Le 16 décembre 2012, Jyoti, 23 ans, une étudiante en médecine tout juste diplômée, décide d’aller voir un film au cinéma accompagnée d’un ami. Ensemble, ils vont voir L’Odyssée de Pi. Vers 21 heures, ils prennent ensemble un bus privé qui les rapproche de leur domicile.
Dans le bus, ils sont pris à partie par quatre hommes majeurs et un autre mineur, qui demandent à l’ami de Jyoti ce qu’ils font tous les deux dehors, si tard. La jeune femme réplique, les cinq hommes décident donc de lui donner une leçon. Passée à tabac et violée, Jyoti est ensuite jetée hors du bus sur le bas-côté de la route, avec son ami. Ils seront découverts par un chauffeur, qui préviendra les secours.
Dès le lendemain, les étudiant•e•s de l’université que fréquentait Jyoti se soulèvent, et lancent un mouvement de protestation de très grande ampleur.
Jyoti devient Nirbhaya, « celle qui n’a peur de rien ». Mais ses agresseurs l’ont laissée dans un tel état que les médecins ne parviendront pas à la sauver.
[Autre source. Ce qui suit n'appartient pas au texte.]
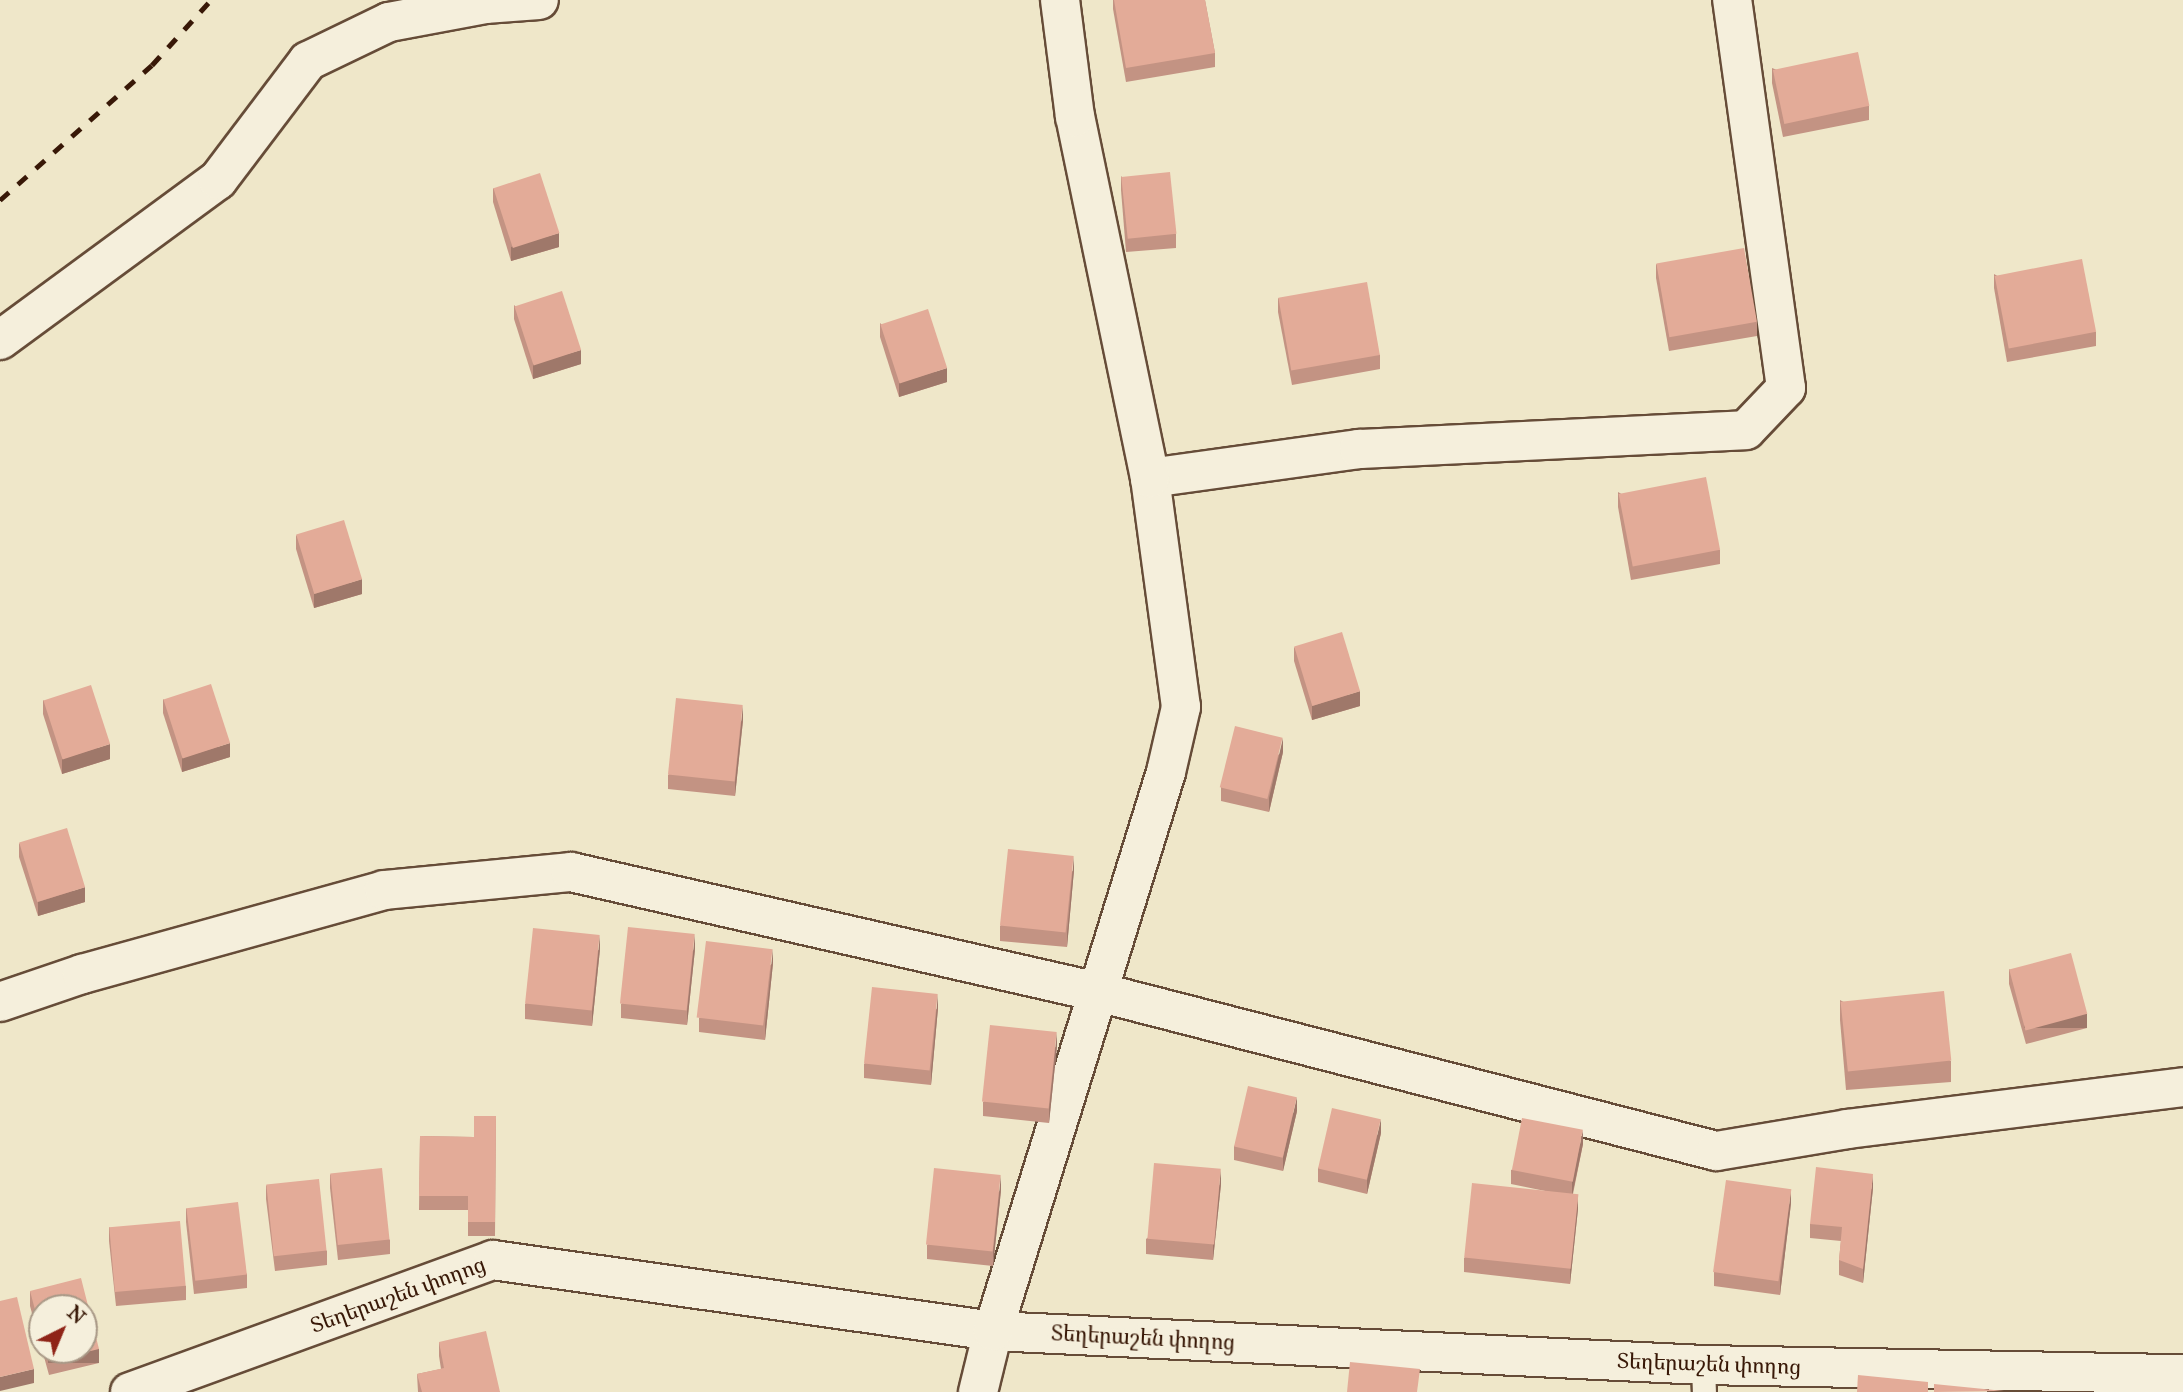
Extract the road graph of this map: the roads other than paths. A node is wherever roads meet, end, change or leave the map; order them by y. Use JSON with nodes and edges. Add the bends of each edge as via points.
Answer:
{"nodes":[{"id":1,"x":539,"y":0,"type":"edge"},
{"id":2,"x":1060,"y":0,"type":"edge"},
{"id":3,"x":1732,"y":0,"type":"edge"},
{"id":4,"x":0,"y":340,"type":"edge"},
{"id":5,"x":1150,"y":478,"type":"junction"},
{"id":6,"x":1098,"y":992,"type":"junction"},
{"id":7,"x":0,"y":1002,"type":"edge"},
{"id":8,"x":2183,"y":1087,"type":"edge"},
{"id":9,"x":993,"y":1331,"type":"junction"},
{"id":10,"x":2183,"y":1374,"type":"edge"},
{"id":11,"x":1703,"y":1378,"type":"edge"},
{"id":12,"x":130,"y":1392,"type":"edge"},
{"id":13,"x":978,"y":1392,"type":"edge"}],
"edges":[{"from":1,"to":4,"type":"street","via":[[485,4],[389,22],[307,61],[218,180]]},
{"from":2,"to":5,"type":"street","via":[[1074,117]]},
{"from":3,"to":5,"type":"street","via":[[1786,388],[1746,430],[1359,449]]},
{"from":5,"to":6,"type":"street","via":[[1181,707],[1167,772]]},
{"from":6,"to":7,"type":"street","via":[[571,872],[384,890],[82,974]]},
{"from":6,"to":8,"type":"street","via":[[1716,1151],[1847,1129]]},
{"from":6,"to":9,"type":"street"},
{"from":9,"to":11,"type":"street","name":"Տեղերաշեն փողոց"},
{"from":9,"to":12,"type":"street","name":"Տեղերաշեն փողոց","via":[[494,1261]]},
{"from":9,"to":13,"type":"street"},
{"from":10,"to":11,"type":"street","name":"Տեղերաշեն փողոց"}]}
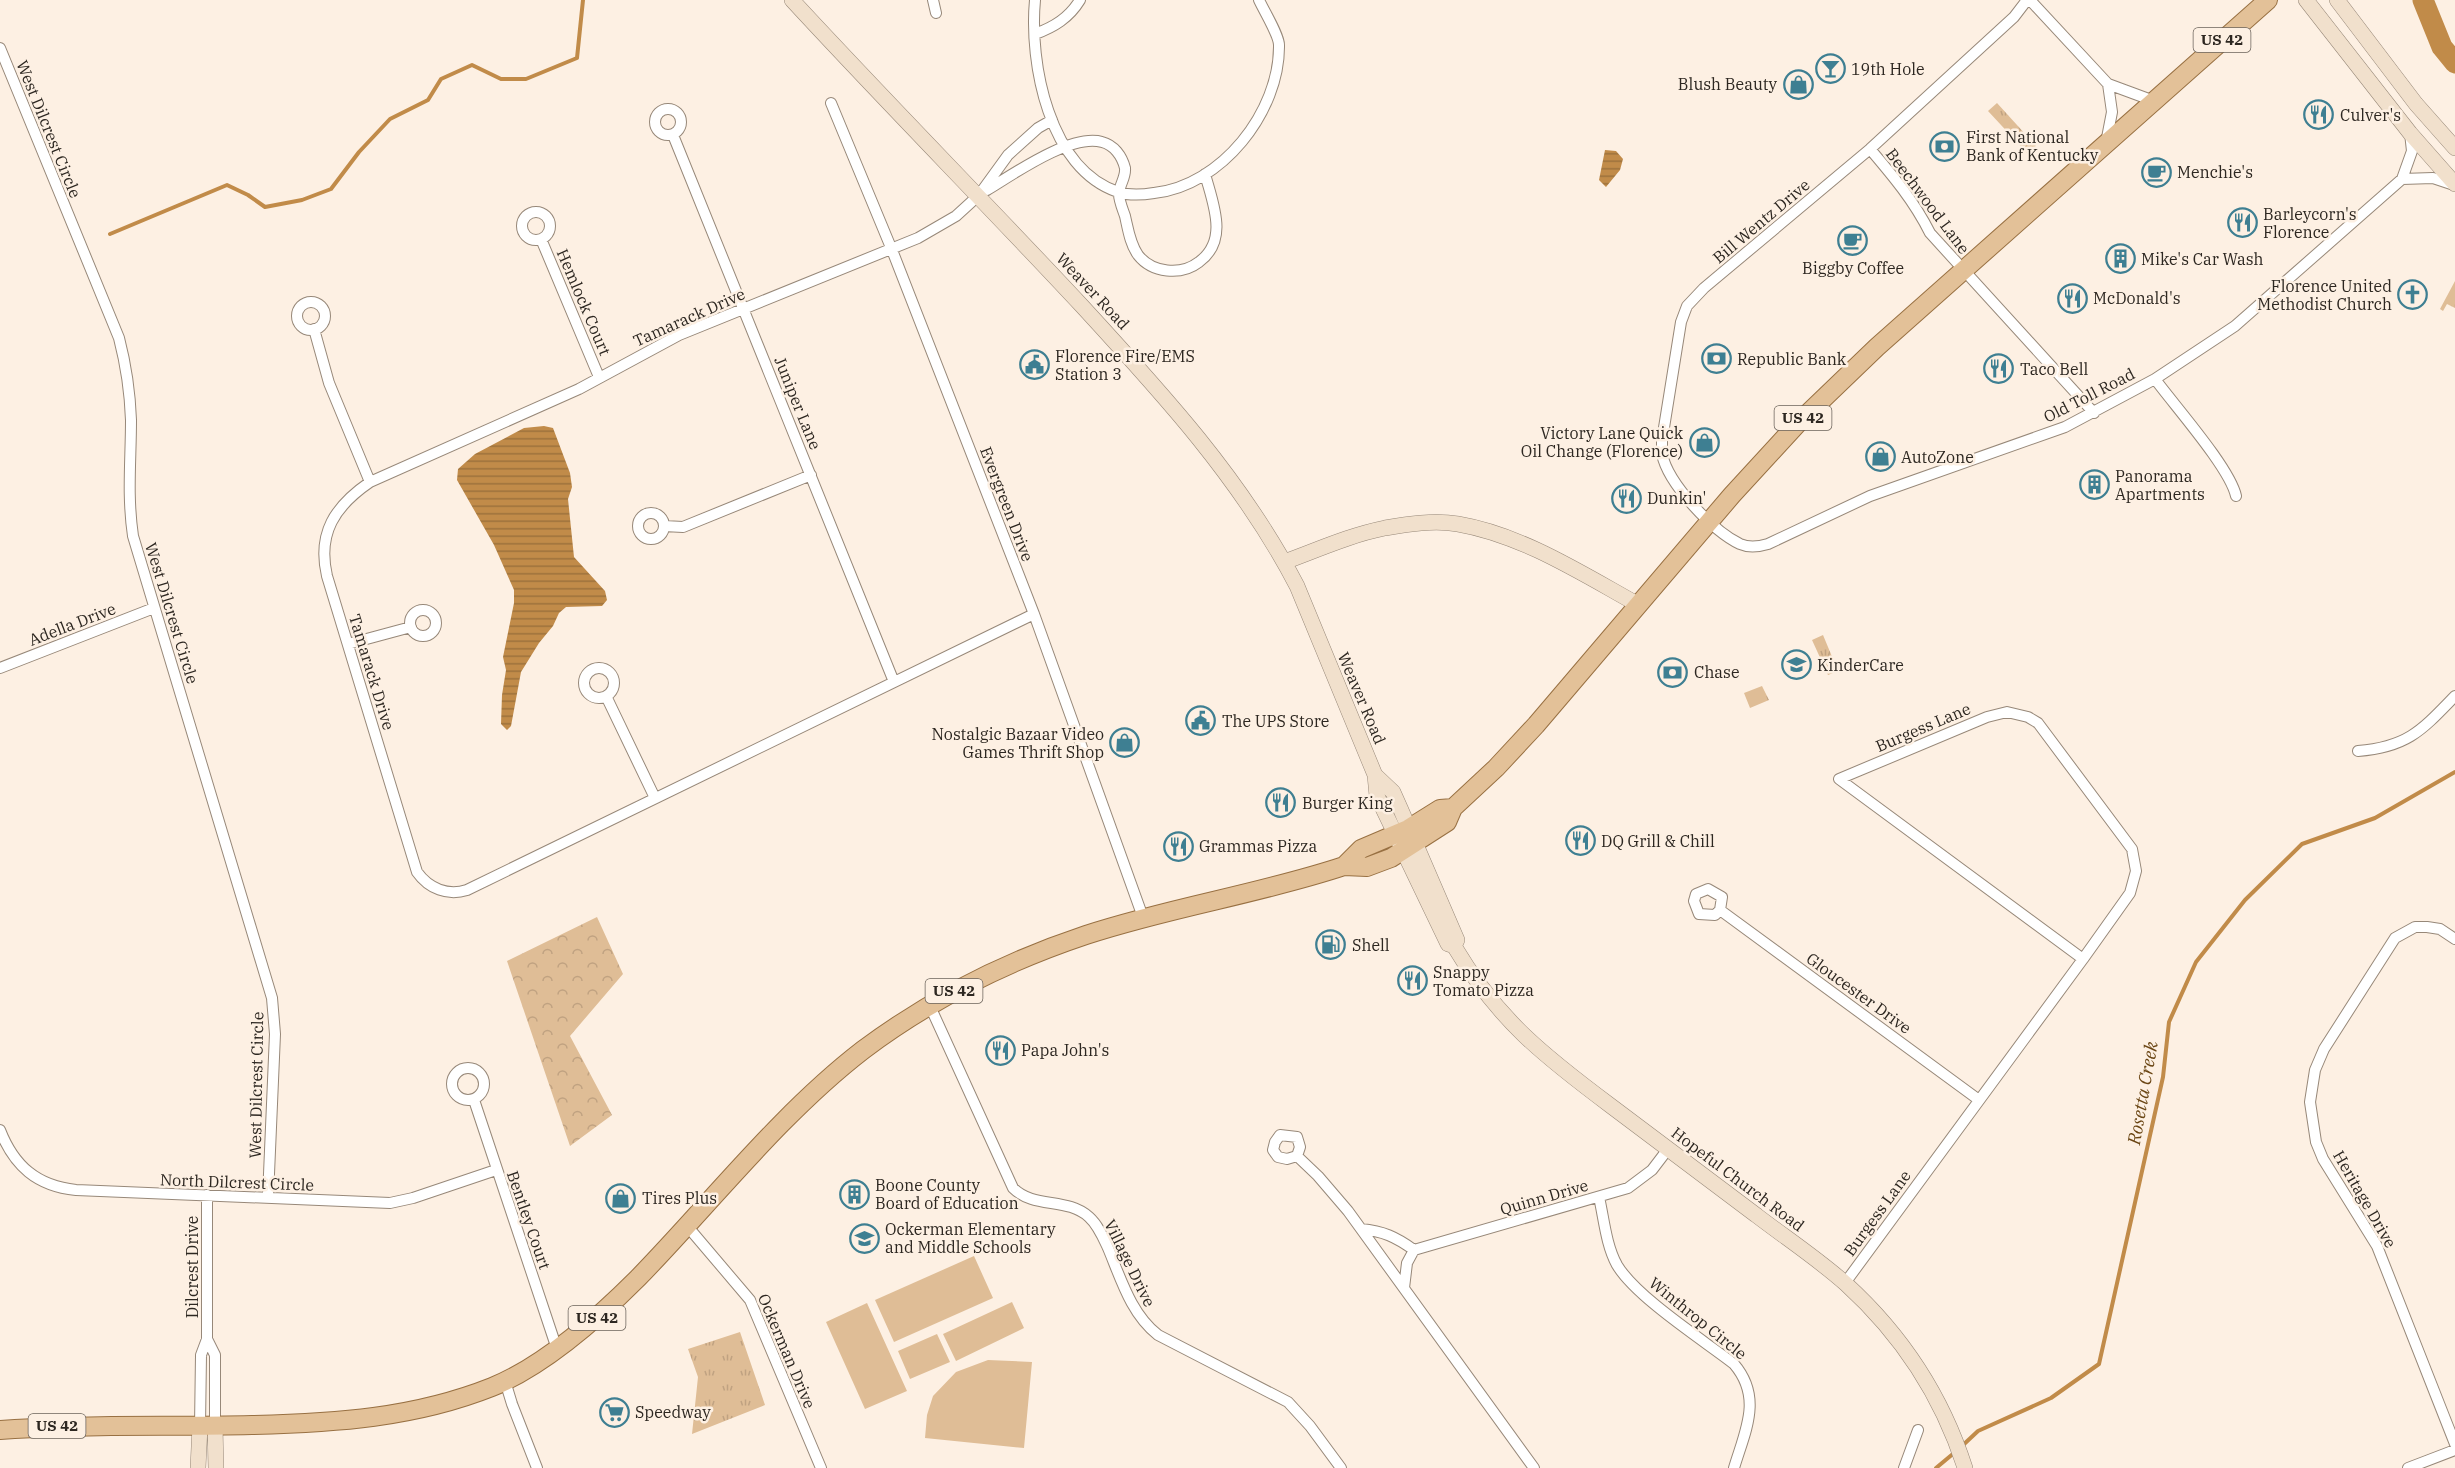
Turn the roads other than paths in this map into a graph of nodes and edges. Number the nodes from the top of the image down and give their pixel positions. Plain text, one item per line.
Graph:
1 (792, 0) edge
2 (933, 0) edge
3 (1035, 0) edge
4 (1080, 0) edge
5 (1259, 0) edge
6 (2029, 0) edge
7 (2268, 0) edge
8 (2306, 0) edge
9 (2337, 0) edge
10 (936, 12) dead end
11 (1035, 34) junction
12 (0, 48) edge
13 (2108, 84) junction
14 (2154, 101) junction
15 (831, 103) dead end
16 (1052, 120) junction
17 (2410, 133) junction
18 (673, 135) dead end
19 (2106, 144) junction
20 (1065, 147) junction
21 (2455, 148) edge
22 (1870, 149) junction
23 (1205, 174) junction
24 (2402, 179) junction
25 (2455, 184) edge
26 (1119, 193) junction
27 (979, 195) junction
28 (541, 239) dead end
29 (892, 250) junction
30 (1963, 271) junction
31 (744, 308) junction
32 (314, 329) dead end
33 (599, 377) junction
34 (2155, 379) junction
35 (2094, 413) junction
36 (811, 475) junction
37 (370, 482) junction
38 (2236, 495) dead end
39 (1710, 522) junction
40 (664, 526) dead end
41 (1284, 562) junction
42 (1637, 604) junction
43 (154, 608) junction
44 (1034, 614) junction
45 (411, 627) dead end
46 (348, 644) junction
47 (0, 668) edge
48 (894, 682) junction
49 (606, 696) dead end
50 (2455, 696) edge
51 (2358, 751) dead end
52 (655, 798) junction
53 (1405, 840) junction
54 (1720, 910) dead end
55 (1144, 920) junction
56 (2455, 939) edge
57 (2083, 959) junction
58 (929, 1004) junction
59 (474, 1100) dead end
60 (1979, 1100) junction
61 (0, 1130) edge
62 (1668, 1149) junction
63 (1297, 1156) dead end
64 (496, 1170) junction
65 (207, 1196) junction
66 (268, 1197) junction
67 (1599, 1197) junction
68 (688, 1227) junction
69 (1361, 1229) junction
70 (1414, 1250) junction
71 (1845, 1283) junction
72 (1404, 1288) junction
73 (557, 1349) junction
74 (505, 1381) junction
75 (208, 1426) junction
76 (0, 1430) edge
77 (1918, 1430) dead end
78 (2455, 1444) edge
79 (2455, 1450) edge
80 (198, 1468) edge
81 (216, 1468) edge
82 (537, 1468) edge
83 (821, 1468) edge
84 (1341, 1468) edge
85 (1534, 1468) edge
86 (1734, 1468) edge
87 (1904, 1468) edge
88 (1965, 1468) edge
89 (2408, 1468) edge

1 - 27 main road, Weaver Road
2 - 10 street
3 - 11 street
4 - 11 street
5 - 23 street
6 - 13 street
6 - 22 street, Bill Wentz Drive
7 - 14 main road, US 42
8 - 17 main road
9 - 21 main road
11 - 16 street
12 - 43 street, West Dilcrest Circle
13 - 14 street
13 - 19 street
14 - 19 main road, US 42
15 - 29 street, Evergreen Drive
16 - 20 street
16 - 27 street
17 - 24 street, Old Toll Road
17 - 25 main road
18 - 31 street, Juniper Lane
19 - 30 main road, US 42
20 - 26 street
20 - 26 street
20 - 27 street
22 - 30 street, Beechwood Lane
22 - 39 street, Bill Wentz Drive
23 - 26 street
23 - 26 street
24 - 25 street
24 - 34 street, Old Toll Road
27 - 29 street, Tamarack Drive
27 - 41 main road, Weaver Road
28 - 33 street, Hemlock Court
29 - 31 street, Tamarack Drive
29 - 44 street, Evergreen Drive
30 - 35 street, Beechwood Lane
30 - 39 main road, US 42
31 - 33 street, Tamarack Drive
31 - 36 street, Juniper Lane
32 - 37 street
33 - 37 street, Tamarack Drive
34 - 35 street, Old Toll Road
34 - 38 street
35 - 39 street, Old Toll Road
36 - 40 street
36 - 48 street, Juniper Lane
37 - 46 street, Tamarack Drive
39 - 42 main road, US 42
41 - 42 main road
41 - 53 main road, Weaver Road
42 - 53 main road, US 42
43 - 47 street, Adella Drive
43 - 66 street, West Dilcrest Circle
44 - 48 street, Tamarack Drive
44 - 55 street, Evergreen Drive
45 - 46 street
46 - 52 street, Tamarack Drive
48 - 52 street, Tamarack Drive
49 - 52 street
50 - 51 street
53 - 55 main road, US 42
53 - 62 main road, Hopeful Church Road
54 - 60 street, Gloucester Drive
55 - 58 main road, US 42
56 - 78 street, Heritage Drive
57 - 57 street, Burgess Lane
57 - 60 street, Burgess Lane
58 - 68 main road, US 42
58 - 84 street, Village Drive
59 - 64 street, Bentley Court
60 - 71 street, Burgess Lane
61 - 65 street, North Dilcrest Circle
62 - 67 street, Quinn Drive
62 - 71 main road, Hopeful Church Road
63 - 69 street
64 - 66 street, North Dilcrest Circle
64 - 73 street, Bentley Court
65 - 66 street, North Dilcrest Circle
65 - 75 street, Dilcrest Drive
67 - 70 street, Quinn Drive
67 - 86 street, Winthrop Circle
68 - 73 main road, US 42
68 - 83 street, Ockerman Drive
69 - 70 street
69 - 72 street
70 - 72 street
71 - 88 main road, Hopeful Church Road
72 - 85 street
73 - 74 main road, US 42
74 - 75 main road, US 42
74 - 82 street
75 - 76 main road, US 42
75 - 80 main road
75 - 81 main road
77 - 87 street
79 - 89 street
Elle meurt à l’hôpital de Singapour le 29 décembre 2012.
Son sort laisse l’Inde dans un tel émoi que la peine de mort sera requise contre les quatre hommes responsables de l’agression. Le cinquième homme étant mineur, il n’a été condamné qu’à une peine de prison, et devrait être libéré en décembre 2015.
Leslee Udwin, une documentariste britannique, s’est rendue en Inde pour interroger les parents de Jyoti, mais aussi ses agresseurs, en attente de l’exécution de leur peine (car ils ont fait appel de la sentence).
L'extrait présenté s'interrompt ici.